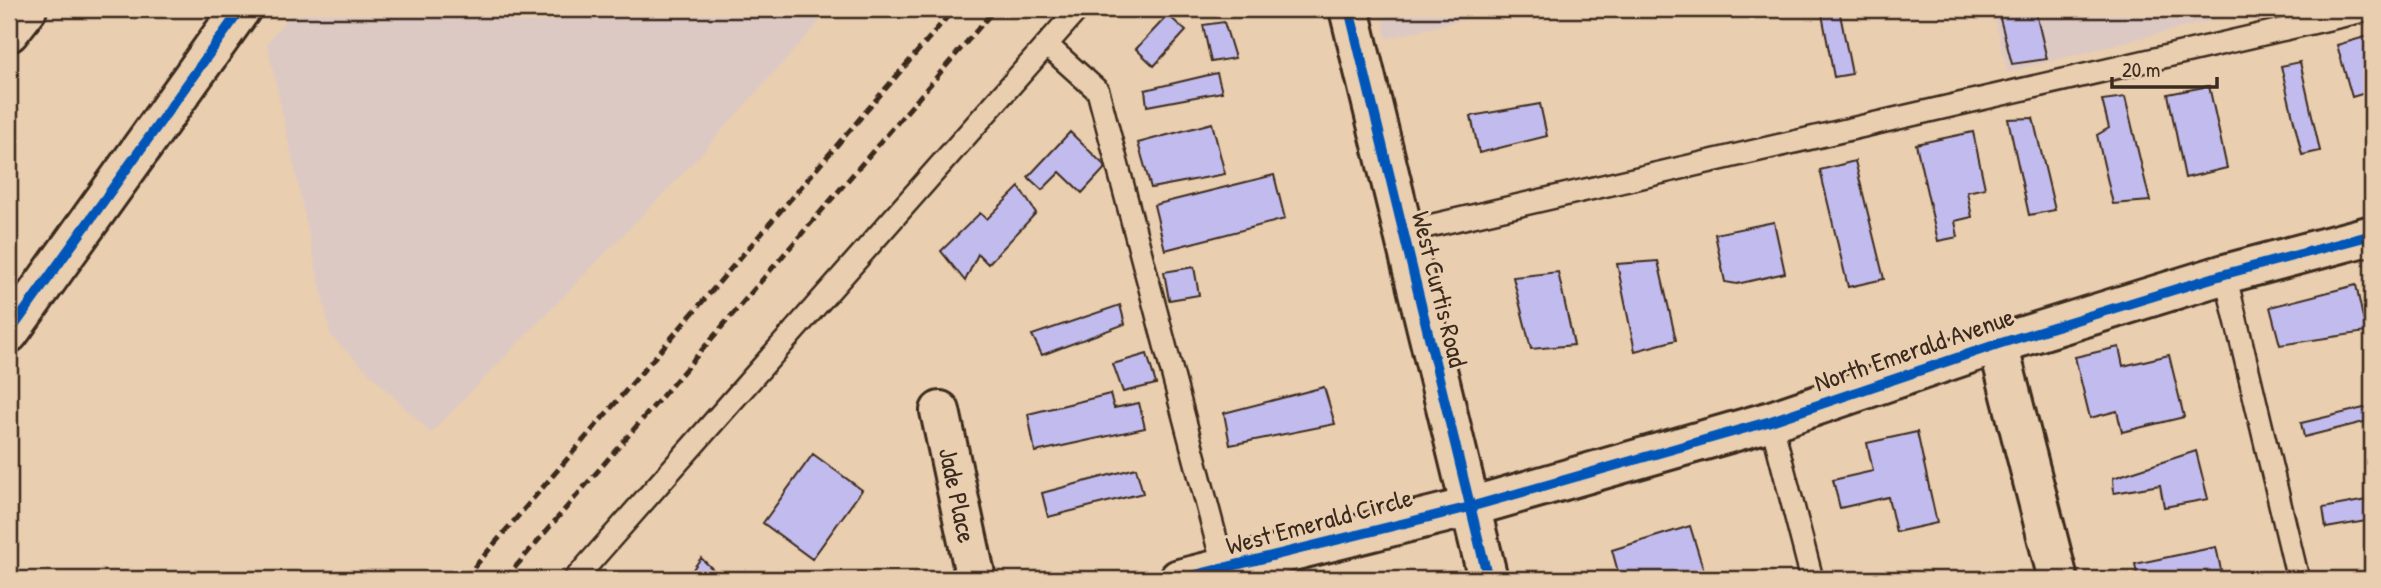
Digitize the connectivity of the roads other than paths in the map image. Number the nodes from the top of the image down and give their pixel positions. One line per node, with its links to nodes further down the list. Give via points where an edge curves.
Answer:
1 (27, 9): 6 (main road)
2 (241, 9): 11 (main road)
3 (1078, 9): 7 (lane)
4 (1349, 9): 8 (main road, West Curtis Road)
5 (2372, 9): 8 (lane)
6 (9, 32)
7 (1048, 46): 16 (lane, via 1098,91); 17 (lane)
8 (1403, 232): 15 (main road, West Curtis Road)
9 (2372, 235): 10 (main road, North Emerald Avenue)
10 (2225, 274): 12 (main road, North Emerald Avenue); 23 (lane)
11 (9, 333)
12 (1998, 344): 14 (main road, North Emerald Avenue); 22 (main road)
13 (940, 411): 18 (main road, Jade Place)
14 (1772, 421): 15 (main road, North Emerald Avenue); 21 (lane)
15 (1470, 507): 16 (main road, West Emerald Circle); 20 (main road, West Curtis Road)
16 (1224, 569): 19 (main road, West Emerald Circle)
17 (575, 579)
18 (976, 579)
19 (1179, 579)
20 (1488, 579)
21 (1812, 579)
22 (2058, 579)
23 (2298, 579)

### [EXERCISE GOAL]
Your answer must be an exact copy of the records above, with no pictures included.

### [EXERCISE RESULT]
Digitize the connectivity of the roads other than paths in the map image. Number the nodes from the top of the image down and give their pixel positions. One line per node, with its links to nodes further down the list. Give via points where an edge curves.
Answer:
1 (27, 9): 6 (main road)
2 (241, 9): 11 (main road)
3 (1078, 9): 7 (lane)
4 (1349, 9): 8 (main road, West Curtis Road)
5 (2372, 9): 8 (lane)
6 (9, 32)
7 (1048, 46): 16 (lane, via 1098,91); 17 (lane)
8 (1403, 232): 15 (main road, West Curtis Road)
9 (2372, 235): 10 (main road, North Emerald Avenue)
10 (2225, 274): 12 (main road, North Emerald Avenue); 23 (lane)
11 (9, 333)
12 (1998, 344): 14 (main road, North Emerald Avenue); 22 (main road)
13 (940, 411): 18 (main road, Jade Place)
14 (1772, 421): 15 (main road, North Emerald Avenue); 21 (lane)
15 (1470, 507): 16 (main road, West Emerald Circle); 20 (main road, West Curtis Road)
16 (1224, 569): 19 (main road, West Emerald Circle)
17 (575, 579)
18 (976, 579)
19 (1179, 579)
20 (1488, 579)
21 (1812, 579)
22 (2058, 579)
23 (2298, 579)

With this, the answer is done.